‘Schools are a microcosm of society’: the quest to close Australia’s education gap | Australia news

At Keilor Views primary school in Melbourne’s western suburbs, teachers are always talking about “hitting the zone”.

“The zone of proximal development,” Helen Butler, the school’s assistant principal explains. “It’s the difference between what a student can and can’t do … the aim of every lesson is to hit the ZPD, to make sure every student is challenged.

“If it’s not working, we’re asking, ‘How do we go about hitting the zone for this kid?’”

By most measures, Keilor is a typical Australian public school. The socioeconomic background of its students is roughly standard, Naplan results are about the average and there is a growing cohort of students from a multicultural background.

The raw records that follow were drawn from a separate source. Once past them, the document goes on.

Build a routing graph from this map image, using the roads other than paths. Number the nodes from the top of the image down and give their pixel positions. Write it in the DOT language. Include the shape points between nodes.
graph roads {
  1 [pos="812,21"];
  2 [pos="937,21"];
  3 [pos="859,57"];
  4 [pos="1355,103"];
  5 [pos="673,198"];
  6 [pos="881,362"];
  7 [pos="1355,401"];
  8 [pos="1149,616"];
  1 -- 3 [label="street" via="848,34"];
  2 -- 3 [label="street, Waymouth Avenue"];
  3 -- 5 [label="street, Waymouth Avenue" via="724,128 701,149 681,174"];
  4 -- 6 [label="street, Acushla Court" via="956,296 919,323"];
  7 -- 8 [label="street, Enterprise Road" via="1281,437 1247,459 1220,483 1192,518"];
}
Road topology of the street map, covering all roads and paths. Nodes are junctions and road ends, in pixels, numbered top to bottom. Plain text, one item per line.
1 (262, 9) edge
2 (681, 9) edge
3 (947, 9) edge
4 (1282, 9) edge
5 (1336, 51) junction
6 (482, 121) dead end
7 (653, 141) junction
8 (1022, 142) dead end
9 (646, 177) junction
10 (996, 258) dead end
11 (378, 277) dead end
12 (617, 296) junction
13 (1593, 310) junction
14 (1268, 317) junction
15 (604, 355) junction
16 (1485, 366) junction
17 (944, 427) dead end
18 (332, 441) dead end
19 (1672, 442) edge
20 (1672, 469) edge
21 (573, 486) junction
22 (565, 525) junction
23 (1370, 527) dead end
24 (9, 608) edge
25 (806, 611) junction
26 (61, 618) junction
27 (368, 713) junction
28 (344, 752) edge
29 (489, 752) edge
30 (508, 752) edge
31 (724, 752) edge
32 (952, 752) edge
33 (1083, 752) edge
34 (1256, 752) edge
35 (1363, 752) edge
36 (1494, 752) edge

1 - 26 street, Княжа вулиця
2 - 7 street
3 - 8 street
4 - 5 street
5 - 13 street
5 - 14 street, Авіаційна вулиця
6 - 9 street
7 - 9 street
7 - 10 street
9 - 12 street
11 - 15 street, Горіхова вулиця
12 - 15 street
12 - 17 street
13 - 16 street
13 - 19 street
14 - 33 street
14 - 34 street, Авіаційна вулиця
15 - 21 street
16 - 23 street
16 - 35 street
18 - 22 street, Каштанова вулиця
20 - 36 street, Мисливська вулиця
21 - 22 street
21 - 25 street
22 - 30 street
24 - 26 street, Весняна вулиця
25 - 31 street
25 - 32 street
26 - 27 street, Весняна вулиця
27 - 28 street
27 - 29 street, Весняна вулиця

But about 18 months ago Keilor began using the Evidence for Learning toolkit, a global database of education research that schools can use to introduce new teaching programs into the classroom.

The difference between it and the multitude of other education fads? The material is evidence-based and has plenty of research behind it.

These days, in classrooms and staff meetings, Kielor’s teachers and students are speaking and acting like education researchers.

“We started from the premise of simply looking at what works in the classroom,” Butler says. “For our teachers it’s about developing the capacity to identify the most effective research, employing it, and then evaluating it to make sure it has been working.”

The Evidence for Learning toolkit was introduced in Australia by the not-for-profit Social Ventures Australia (SVA), but was developed by the Education Endowment Foundation (EEF) in the UK. The foundation was set up in 2011 with a £125m grant from the British government and a brief to establish a research base to help schools make better-informed choices as new needs-based funding was rolled out.

It’s an issue Australia is now grappling with. After the federal government secured the passage of the Gonski 2.0 funding arrangement in June, the education minister, Simon Birmingham, established a review panel to look at how the extra money should be spent.

Its terms of reference ruled out revisiting funding calculations and instead focused on how to improve student outcomes and Australia’s national performance, as measured by national and international assessments of student achievement.

The panel, headed by David Gonski, is due to report its recommendations to the government next year.